> _PROBLEM DESCRIPTION_
Write out each entry once more so that it matches the original exactly.

==========

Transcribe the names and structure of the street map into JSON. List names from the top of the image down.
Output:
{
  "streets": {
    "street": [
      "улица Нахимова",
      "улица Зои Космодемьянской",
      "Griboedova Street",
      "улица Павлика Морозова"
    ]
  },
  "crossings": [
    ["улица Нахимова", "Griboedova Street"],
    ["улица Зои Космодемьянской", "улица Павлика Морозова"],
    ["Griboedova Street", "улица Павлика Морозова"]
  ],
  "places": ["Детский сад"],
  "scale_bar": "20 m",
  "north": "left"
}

==========

> _REPLY_
Transcribe the names and structure of the street map into JSON. List names from the top of the image down.
Output:
{
  "streets": {
    "street": [
      "улица Нахимова",
      "улица Зои Космодемьянской",
      "Griboedova Street",
      "улица Павлика Морозова"
    ]
  },
  "crossings": [
    ["улица Нахимова", "Griboedova Street"],
    ["улица Зои Космодемьянской", "улица Павлика Морозова"],
    ["Griboedova Street", "улица Павлика Морозова"]
  ],
  "places": ["Детский сад"],
  "scale_bar": "20 m",
  "north": "left"
}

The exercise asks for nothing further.